Hampshire Hospitals NHS Foundation Trust staff are being given the opportunity to have their say on the Trust’s plans to improve the way orthopaedic services are provided.
The Trust has announced plans to treat all patients who require emergency surgery on broken bones at Basingstoke and North Hampshire Hospital, with Royal Hampshire County Hospital, in Winchester, becoming a centre of excellence for hip and knee replacement surgery.
The proposed changes would allow the Trust to carry out emergency orthopaedic surgery at Basingstoke hospital seven days a week, meaning fewer delays, quicker recovery and improved outcomes for patients requiring this treatment.
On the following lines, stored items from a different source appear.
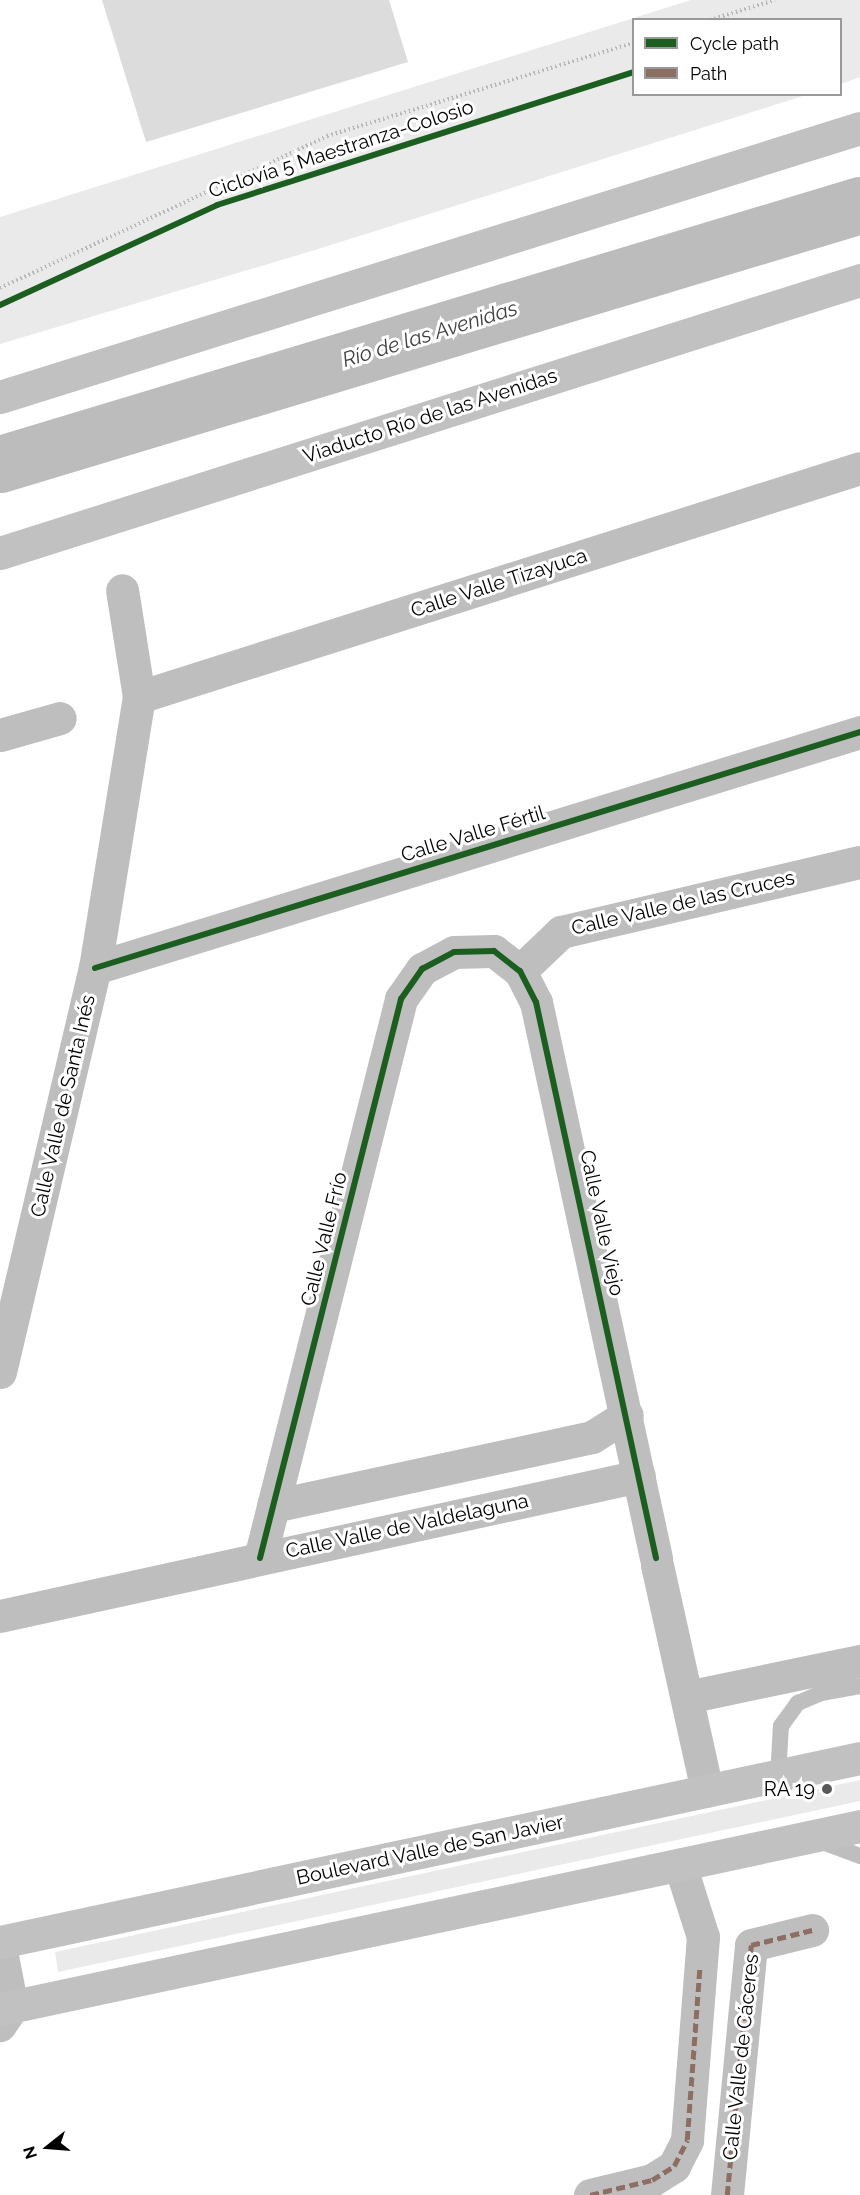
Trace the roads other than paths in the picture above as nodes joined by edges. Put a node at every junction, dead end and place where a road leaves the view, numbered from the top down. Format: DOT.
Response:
graph roads {
  1 [pos="860,128"];
  2 [pos="860,280"];
  3 [pos="0,398"];
  4 [pos="860,468"];
  5 [pos="0,553"];
  6 [pos="122,590"];
  7 [pos="139,698"];
  8 [pos="60,718"];
  9 [pos="860,732"];
  10 [pos="0,735"];
  11 [pos="860,862"];
  12 [pos="454,952"];
  13 [pos="96,968"];
  14 [pos="520,971"];
  15 [pos="0,1372"];
  16 [pos="627,1415"];
  17 [pos="639,1476"];
  18 [pos="273,1506"];
  19 [pos="260,1558"];
  20 [pos="0,1616"];
  21 [pos="860,1661"];
  22 [pos="860,1686"];
  23 [pos="687,1697"];
  24 [pos="860,1758"];
  25 [pos="777,1776"];
  26 [pos="707,1791"];
  27 [pos="860,1826"];
  28 [pos="811,1837"];
  29 [pos="860,1856"];
  30 [pos="680,1865"];
  31 [pos="813,1930"];
  32 [pos="0,1942"];
  33 [pos="0,1946"];
  34 [pos="4,2014"];
  35 [pos="590,2195"];
  36 [pos="727,2195"];
  1 -- 3 [label="main road"];
  2 -- 5 [label="main road, Viaducto Río de las Avenidas"];
  4 -- 7 [label="street, Calle Valle Tizayuca"];
  6 -- 7 [label="street, Calle Valle de Santa Inés"];
  7 -- 13 [label="street, Calle Valle de Santa Inés"];
  8 -- 10 [label="street"];
  9 -- 13 [label="street, Calle Valle Fértil"];
  11 -- 14 [label="street, Calle Valle de las Cruces"];
  12 -- 14 [label="street, Calle Valle Viejo"];
  12 -- 18 [label="street, Calle Valle Frío"];
  13 -- 15 [label="street, Calle Valle de Santa Inés"];
  14 -- 16 [label="street, Calle Valle Viejo"];
  16 -- 17 [label="street, Calle Valle Viejo"];
  16 -- 18 [label="street"];
  17 -- 19 [label="street, Calle Valle de Valdelaguna"];
  17 -- 23 [label="street, Calle Valle Viejo"];
  18 -- 19 [label="street, Calle Valle Frío"];
  19 -- 20 [label="street, Calle Valle de Valdelaguna"];
  21 -- 23 [label="street"];
  22 -- 25 [label="lane"];
  23 -- 26 [label="street, Calle Valle Viejo"];
  24 -- 25 [label="main road, Boulevard Valle de San Javier"];
  25 -- 26 [label="main road, Boulevard Valle de San Javier"];
  26 -- 32 [label="main road, Boulevard Valle de San Javier"];
  27 -- 28 [label="main road"];
  28 -- 29 [label="lane"];
  28 -- 30 [label="main road"];
  30 -- 34 [label="main road"];
  30 -- 35 [label="street"];
  31 -- 36 [label="street, Calle Valle de Cáceres"];
  33 -- 34 [label="street"];
}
It is also expected to significantly reduce the number of patients whose planned operations are postponed due to emergencies, meaning shorter waiting times.
Following a lengthy period of informal internal discussions about how the service could be improved, formal consultation has now begun with the medical, nursing and support staff most closely involved in providing orthopaedic services for patients at both sites.
Julie Maskery, chief operating officer at Hampshire Hospitals, which runs Basingstoke and Winchester hospitals, as well as Andover War Memorial Hospital, said: “This consultation will enable us to understand the impact on those staff who will be directly affected, as well as give them the opportunity to have their say on how the proposed changes are implemented.”
Proposals have been shared with Hampshire’s Health and Social Care Advisory Committee (HASC), who agreed that the Trust could start testing the new service model at the same time as it carries out engagement with a wider range of staff, patients and other stakeholders, including carers, partner organisations and the public.
The Trust is hoping to start using the new way of treating trauma and orthopaedic patients in early December, to test whether the changes will bring about the anticipated benefits. This will be done by monitoring the quality of the service through a range of quantitative and qualitative measures to ensure that any unforeseen consequences are recognised and addressed at the earliest opportunity.
Julie Maskery added: “Throughout this process, our aim is to make sure that we find the right balance of specialist centralisation and local services, ensure any changes will work practically and safely and that we fully understand the potential impact, so they can be addressed or minimised.”